2. Materials and Methods

2.1. Clinical Isolates and Reference Strains

During the period from January 2005 to December 2012, RGM clinical strains were isolated from the sputum specimens of suspected tuberculosis patients in Fujian, Hunan, Gansu, and Sichuan Provinces of China. Eighteen clinical strains were isolated in 2005, 6 in 2006, 8 in 2009, 25 in 2010, 8 in 2011, and 8 in 2012. International-standard RGM species were used as the corresponding quality control strains for the clinical isolates tested herein (i.e., M. abscessus ATCC19977, M. chelonae ATCC35752, M. fortuitum DSM44220, M. neoaurum ATCC25795, and M. septicum DSM44393).

2.2. Species Identification

Species identification of the isolates was conducted by sequence analysis of the hsp65 gene.
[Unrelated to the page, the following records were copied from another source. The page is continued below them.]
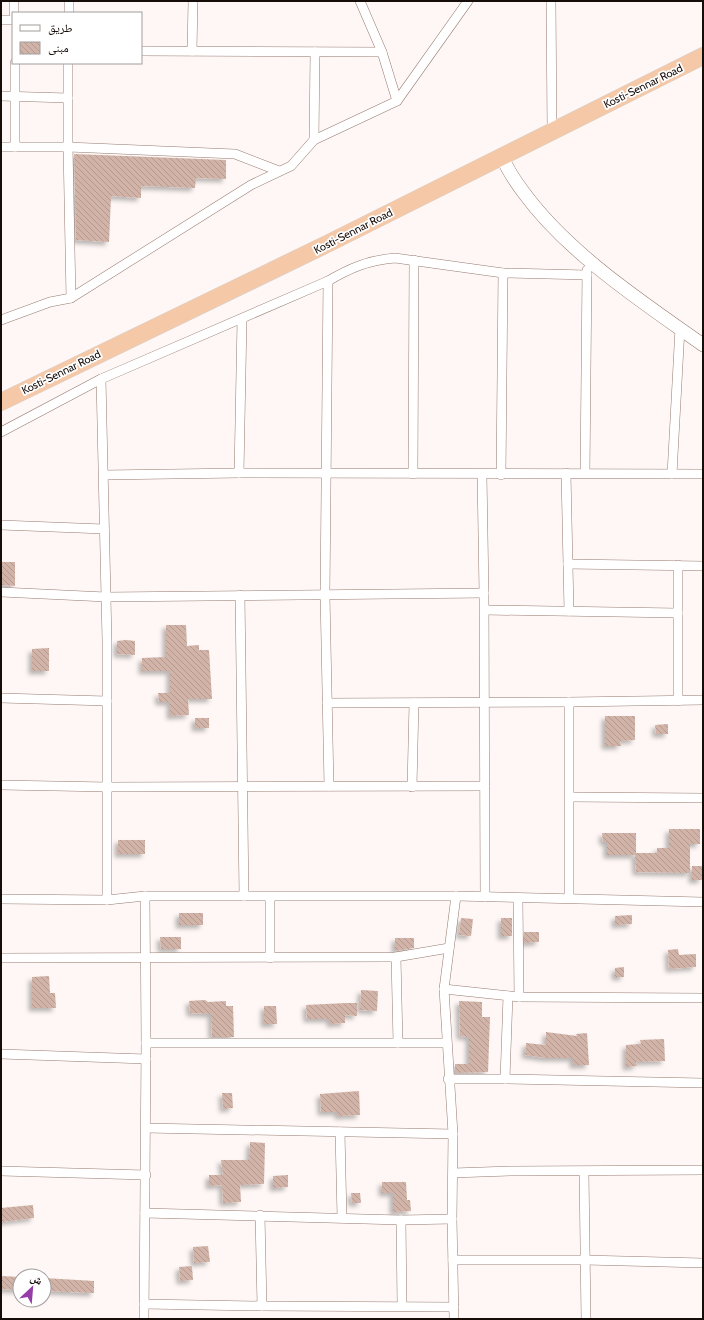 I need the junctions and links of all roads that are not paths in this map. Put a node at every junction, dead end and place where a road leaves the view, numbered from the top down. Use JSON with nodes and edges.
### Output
{"nodes":[{"id":1,"x":14,"y":1,"type":"edge"},
{"id":2,"x":69,"y":1,"type":"edge"},
{"id":3,"x":193,"y":1,"type":"edge"},
{"id":4,"x":360,"y":1,"type":"edge"},
{"id":5,"x":468,"y":1,"type":"edge"},
{"id":6,"x":551,"y":1,"type":"edge"},
{"id":7,"x":14,"y":12,"type":"edge"},
{"id":8,"x":69,"y":12,"type":"edge"},
{"id":9,"x":1,"y":20,"type":"edge"},
{"id":10,"x":12,"y":20,"type":"edge"},
{"id":11,"x":142,"y":51,"type":"edge"},
{"id":12,"x":192,"y":51,"type":"junction"},
{"id":13,"x":315,"y":52,"type":"junction"},
{"id":14,"x":382,"y":52,"type":"junction"},
{"id":15,"x":703,"y":56,"type":"edge"},
{"id":16,"x":15,"y":64,"type":"edge"},
{"id":17,"x":68,"y":64,"type":"edge"},
{"id":18,"x":1,"y":96,"type":"edge"},
{"id":19,"x":15,"y":96,"type":"junction"},
{"id":20,"x":68,"y":98,"type":"junction"},
{"id":21,"x":397,"y":101,"type":"junction"},
{"id":22,"x":552,"y":131,"type":"junction"},
{"id":23,"x":314,"y":140,"type":"junction"},
{"id":24,"x":1,"y":147,"type":"edge"},
{"id":25,"x":15,"y":147,"type":"junction"},
{"id":26,"x":68,"y":147,"type":"junction"},
{"id":27,"x":502,"y":156,"type":"junction"},
{"id":28,"x":279,"y":171,"type":"junction"},
{"id":29,"x":586,"y":257,"type":"junction"},
{"id":30,"x":414,"y":260,"type":"junction"},
{"id":31,"x":503,"y":273,"type":"junction"},
{"id":32,"x":587,"y":275,"type":"junction"},
{"id":33,"x":328,"y":282,"type":"junction"},
{"id":34,"x":71,"y":298,"type":"junction"},
{"id":35,"x":1,"y":320,"type":"edge"},
{"id":36,"x":242,"y":320,"type":"junction"},
{"id":37,"x":680,"y":328,"type":"junction"},
{"id":38,"x":703,"y":345,"type":"edge"},
{"id":39,"x":101,"y":379,"type":"junction"},
{"id":40,"x":1,"y":402,"type":"edge"},
{"id":41,"x":1,"y":432,"type":"edge"},
{"id":42,"x":238,"y":473,"type":"junction"},
{"id":43,"x":566,"y":473,"type":"junction"},
{"id":44,"x":585,"y":473,"type":"junction"},
{"id":45,"x":328,"y":474,"type":"junction"},
{"id":46,"x":413,"y":474,"type":"junction"},
{"id":47,"x":672,"y":474,"type":"junction"},
{"id":48,"x":703,"y":474,"type":"edge"},
{"id":49,"x":104,"y":475,"type":"junction"},
{"id":50,"x":482,"y":475,"type":"junction"},
{"id":51,"x":501,"y":475,"type":"junction"},
{"id":52,"x":1,"y":525,"type":"edge"},
{"id":53,"x":104,"y":529,"type":"junction"},
{"id":54,"x":568,"y":564,"type":"junction"},
{"id":55,"x":678,"y":565,"type":"junction"},
{"id":56,"x":703,"y":566,"type":"edge"},
{"id":57,"x":1,"y":592,"type":"edge"},
{"id":58,"x":484,"y":593,"type":"junction"},
{"id":59,"x":240,"y":595,"type":"junction"},
{"id":60,"x":325,"y":595,"type":"junction"},
{"id":61,"x":106,"y":597,"type":"junction"},
{"id":62,"x":484,"y":610,"type":"junction"},
{"id":63,"x":568,"y":611,"type":"junction"},
{"id":64,"x":678,"y":613,"type":"junction"},
{"id":65,"x":1,"y":698,"type":"edge"},
{"id":66,"x":703,"y":700,"type":"edge"},
{"id":67,"x":107,"y":701,"type":"junction"},
{"id":68,"x":678,"y":701,"type":"junction"},
{"id":69,"x":484,"y":702,"type":"junction"},
{"id":70,"x":569,"y":702,"type":"junction"},
{"id":71,"x":327,"y":703,"type":"junction"},
{"id":72,"x":414,"y":703,"type":"junction"},
{"id":73,"x":1,"y":785,"type":"edge"},
{"id":74,"x":243,"y":786,"type":"junction"},
{"id":75,"x":329,"y":786,"type":"junction"},
{"id":76,"x":485,"y":786,"type":"junction"},
{"id":77,"x":108,"y":787,"type":"junction"},
{"id":78,"x":412,"y":787,"type":"junction"},
{"id":79,"x":570,"y":797,"type":"junction"},
{"id":80,"x":703,"y":798,"type":"edge"},
{"id":81,"x":145,"y":896,"type":"junction"},
{"id":82,"x":244,"y":896,"type":"junction"},
{"id":83,"x":456,"y":896,"type":"junction"},
{"id":84,"x":270,"y":897,"type":"junction"},
{"id":85,"x":485,"y":897,"type":"junction"},
{"id":86,"x":568,"y":898,"type":"junction"},
{"id":87,"x":1,"y":899,"type":"edge"},
{"id":88,"x":518,"y":899,"type":"junction"},
{"id":89,"x":107,"y":900,"type":"junction"},
{"id":90,"x":703,"y":902,"type":"edge"},
{"id":91,"x":449,"y":948,"type":"junction"},
{"id":92,"x":396,"y":957,"type":"junction"},
{"id":93,"x":1,"y":958,"type":"edge"},
{"id":94,"x":146,"y":958,"type":"junction"},
{"id":95,"x":270,"y":958,"type":"junction"},
{"id":96,"x":444,"y":989,"type":"junction"},
{"id":97,"x":508,"y":996,"type":"junction"},
{"id":98,"x":519,"y":997,"type":"junction"},
{"id":99,"x":703,"y":998,"type":"edge"},
{"id":100,"x":146,"y":1042,"type":"junction"},
{"id":101,"x":398,"y":1043,"type":"junction"},
{"id":102,"x":447,"y":1043,"type":"junction"},
{"id":103,"x":1,"y":1054,"type":"edge"},
{"id":104,"x":146,"y":1059,"type":"junction"},
{"id":105,"x":448,"y":1079,"type":"junction"},
{"id":106,"x":505,"y":1079,"type":"junction"},
{"id":107,"x":703,"y":1083,"type":"edge"},
{"id":108,"x":146,"y":1128,"type":"junction"},
{"id":109,"x":340,"y":1132,"type":"junction"},
{"id":110,"x":453,"y":1134,"type":"junction"},
{"id":111,"x":703,"y":1170,"type":"edge"},
{"id":112,"x":1,"y":1171,"type":"edge"},
{"id":113,"x":584,"y":1172,"type":"junction"},
{"id":114,"x":453,"y":1174,"type":"junction"},
{"id":115,"x":146,"y":1175,"type":"junction"},
{"id":116,"x":145,"y":1213,"type":"junction"},
{"id":117,"x":260,"y":1215,"type":"junction"},
{"id":118,"x":342,"y":1218,"type":"junction"},
{"id":119,"x":452,"y":1218,"type":"junction"},
{"id":120,"x":401,"y":1220,"type":"junction"},
{"id":121,"x":453,"y":1260,"type":"junction"},
{"id":122,"x":585,"y":1260,"type":"junction"},
{"id":123,"x":703,"y":1263,"type":"edge"},
{"id":124,"x":144,"y":1304,"type":"junction"},
{"id":125,"x":262,"y":1306,"type":"junction"},
{"id":126,"x":402,"y":1306,"type":"junction"},
{"id":127,"x":454,"y":1307,"type":"junction"},
{"id":128,"x":144,"y":1319,"type":"edge"},
{"id":129,"x":454,"y":1319,"type":"edge"},
{"id":130,"x":586,"y":1319,"type":"edge"}],
"edges":[{"from":1,"to":7,"type":"street"},
{"from":2,"to":8,"type":"street"},
{"from":3,"to":12,"type":"street"},
{"from":4,"to":14,"type":"street"},
{"from":5,"to":21,"type":"street"},
{"from":6,"to":22,"type":"street"},
{"from":9,"to":10,"type":"street"},
{"from":11,"to":12,"type":"street"},
{"from":12,"to":13,"type":"street"},
{"from":13,"to":14,"type":"street"},
{"from":13,"to":23,"type":"street"},
{"from":14,"to":21,"type":"street"},
{"from":15,"to":22,"type":"highway","name":"Kosti-Sennar Road"},
{"from":16,"to":19,"type":"street"},
{"from":17,"to":20,"type":"street"},
{"from":18,"to":19,"type":"street"},
{"from":19,"to":20,"type":"street"},
{"from":19,"to":25,"type":"street"},
{"from":20,"to":26,"type":"street"},
{"from":21,"to":23,"type":"street"},
{"from":22,"to":27,"type":"highway","name":"Kosti-Sennar Road"},
{"from":23,"to":28,"type":"street"},
{"from":24,"to":25,"type":"street"},
{"from":25,"to":26,"type":"street"},
{"from":26,"to":28,"type":"street"},
{"from":26,"to":34,"type":"street"},
{"from":27,"to":29,"type":"street"},
{"from":27,"to":40,"type":"highway","name":"Kosti-Sennar Road"},
{"from":28,"to":34,"type":"street"},
{"from":29,"to":32,"type":"street"},
{"from":29,"to":37,"type":"street"},
{"from":30,"to":31,"type":"street"},
{"from":30,"to":33,"type":"street"},
{"from":30,"to":46,"type":"street"},
{"from":31,"to":32,"type":"street"},
{"from":31,"to":51,"type":"street"},
{"from":32,"to":44,"type":"street"},
{"from":33,"to":36,"type":"street"},
{"from":33,"to":45,"type":"street"},
{"from":34,"to":35,"type":"street"},
{"from":36,"to":39,"type":"street"},
{"from":36,"to":42,"type":"street"},
{"from":37,"to":38,"type":"street"},
{"from":37,"to":47,"type":"street"},
{"from":39,"to":41,"type":"street"},
{"from":39,"to":49,"type":"street"},
{"from":42,"to":45,"type":"street"},
{"from":42,"to":49,"type":"street"},
{"from":43,"to":44,"type":"street"},
{"from":43,"to":51,"type":"street"},
{"from":43,"to":54,"type":"street"},
{"from":44,"to":47,"type":"street"},
{"from":45,"to":46,"type":"street"},
{"from":45,"to":60,"type":"street"},
{"from":46,"to":50,"type":"street"},
{"from":47,"to":48,"type":"street"},
{"from":49,"to":53,"type":"street"},
{"from":50,"to":51,"type":"street"},
{"from":50,"to":58,"type":"street"},
{"from":52,"to":53,"type":"street"},
{"from":53,"to":61,"type":"street"},
{"from":54,"to":55,"type":"street"},
{"from":54,"to":63,"type":"street"},
{"from":55,"to":56,"type":"street"},
{"from":55,"to":64,"type":"street"},
{"from":57,"to":61,"type":"street"},
{"from":58,"to":60,"type":"street"},
{"from":58,"to":62,"type":"street"},
{"from":59,"to":60,"type":"street"},
{"from":59,"to":61,"type":"street"},
{"from":59,"to":74,"type":"street"},
{"from":60,"to":71,"type":"street"},
{"from":61,"to":67,"type":"street"},
{"from":62,"to":63,"type":"street"},
{"from":62,"to":69,"type":"street"},
{"from":63,"to":64,"type":"street"},
{"from":64,"to":68,"type":"street"},
{"from":65,"to":67,"type":"street"},
{"from":66,"to":68,"type":"street"},
{"from":67,"to":77,"type":"street"},
{"from":68,"to":70,"type":"street"},
{"from":69,"to":70,"type":"street"},
{"from":69,"to":72,"type":"street"},
{"from":69,"to":76,"type":"street"},
{"from":70,"to":79,"type":"street"},
{"from":71,"to":72,"type":"street"},
{"from":71,"to":75,"type":"street"},
{"from":72,"to":78,"type":"street"},
{"from":73,"to":77,"type":"street"},
{"from":74,"to":75,"type":"street"},
{"from":74,"to":77,"type":"street"},
{"from":74,"to":82,"type":"street"},
{"from":75,"to":78,"type":"street"},
{"from":76,"to":78,"type":"street"},
{"from":76,"to":85,"type":"street"},
{"from":77,"to":89,"type":"street"},
{"from":79,"to":80,"type":"street"},
{"from":79,"to":86,"type":"street"},
{"from":81,"to":82,"type":"street"},
{"from":81,"to":89,"type":"street"},
{"from":81,"to":94,"type":"street"},
{"from":82,"to":84,"type":"street"},
{"from":83,"to":84,"type":"street"},
{"from":83,"to":85,"type":"street"},
{"from":83,"to":91,"type":"street"},
{"from":84,"to":95,"type":"street"},
{"from":85,"to":88,"type":"street"},
{"from":86,"to":88,"type":"street"},
{"from":86,"to":90,"type":"street"},
{"from":87,"to":89,"type":"street"},
{"from":88,"to":98,"type":"street"},
{"from":91,"to":92,"type":"street"},
{"from":91,"to":96,"type":"street"},
{"from":92,"to":95,"type":"street"},
{"from":92,"to":101,"type":"street"},
{"from":93,"to":94,"type":"street"},
{"from":94,"to":95,"type":"street"},
{"from":94,"to":100,"type":"street"},
{"from":96,"to":97,"type":"street"},
{"from":96,"to":102,"type":"street"},
{"from":97,"to":98,"type":"street"},
{"from":97,"to":106,"type":"street"},
{"from":98,"to":99,"type":"street"},
{"from":100,"to":101,"type":"street"},
{"from":100,"to":104,"type":"street"},
{"from":101,"to":102,"type":"street"},
{"from":102,"to":105,"type":"street"},
{"from":103,"to":104,"type":"street"},
{"from":104,"to":108,"type":"street"},
{"from":105,"to":106,"type":"street"},
{"from":105,"to":110,"type":"street"},
{"from":106,"to":107,"type":"street"},
{"from":108,"to":109,"type":"street"},
{"from":108,"to":115,"type":"street"},
{"from":109,"to":110,"type":"street"},
{"from":109,"to":118,"type":"street"},
{"from":110,"to":114,"type":"street"},
{"from":111,"to":113,"type":"street"},
{"from":112,"to":115,"type":"street"},
{"from":113,"to":114,"type":"street"},
{"from":113,"to":122,"type":"street"},
{"from":114,"to":119,"type":"street"},
{"from":115,"to":116,"type":"street"},
{"from":116,"to":117,"type":"street"},
{"from":116,"to":124,"type":"street"},
{"from":117,"to":118,"type":"street"},
{"from":117,"to":125,"type":"street"},
{"from":118,"to":120,"type":"street"},
{"from":119,"to":120,"type":"street"},
{"from":119,"to":121,"type":"street"},
{"from":120,"to":126,"type":"street"},
{"from":121,"to":122,"type":"street"},
{"from":121,"to":127,"type":"street"},
{"from":122,"to":123,"type":"street"},
{"from":122,"to":130,"type":"street"},
{"from":124,"to":125,"type":"street"},
{"from":124,"to":128,"type":"street"},
{"from":125,"to":126,"type":"street"},
{"from":126,"to":127,"type":"street"},
{"from":127,"to":129,"type":"street"}]}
When an hsp65 sequence match was less than 97%, the rpoB gene and the 16S–23S internal transcribed spacer region were also sequenced [9, 10]. PCR products were sequenced by the Beijing Tsingke Bio Tech Co. Ltd. (Beijing, China). The sequences obtained were compared with those in the GenBank (National Center for Biotechnology Information: http://www.ncbi.nlm.nih.gov/) DNA sequence database; species identification was confirmed if a 97% match was achieved [9, 10].

2.3. RGM Growth Medium

The strains tested were cultured using Difco Middlebrook 7H10 Agar (BD company). The medium was prepared as follows. First, 19 g of 7H10 (powder) was suspended in 900 mL of purified water containing 5 mL of glycerol and then mixed thoroughly. Next, the powder was completely dissolved by heating with frequent agitation for 1 min and then sterilized at 121°C for 10 min. Last, 100 mL of Middlebrook OADC enrichment solution (BD, Franklin Lakes, NJ, USA) was added aseptically to the medium after cooling to 50–55°C.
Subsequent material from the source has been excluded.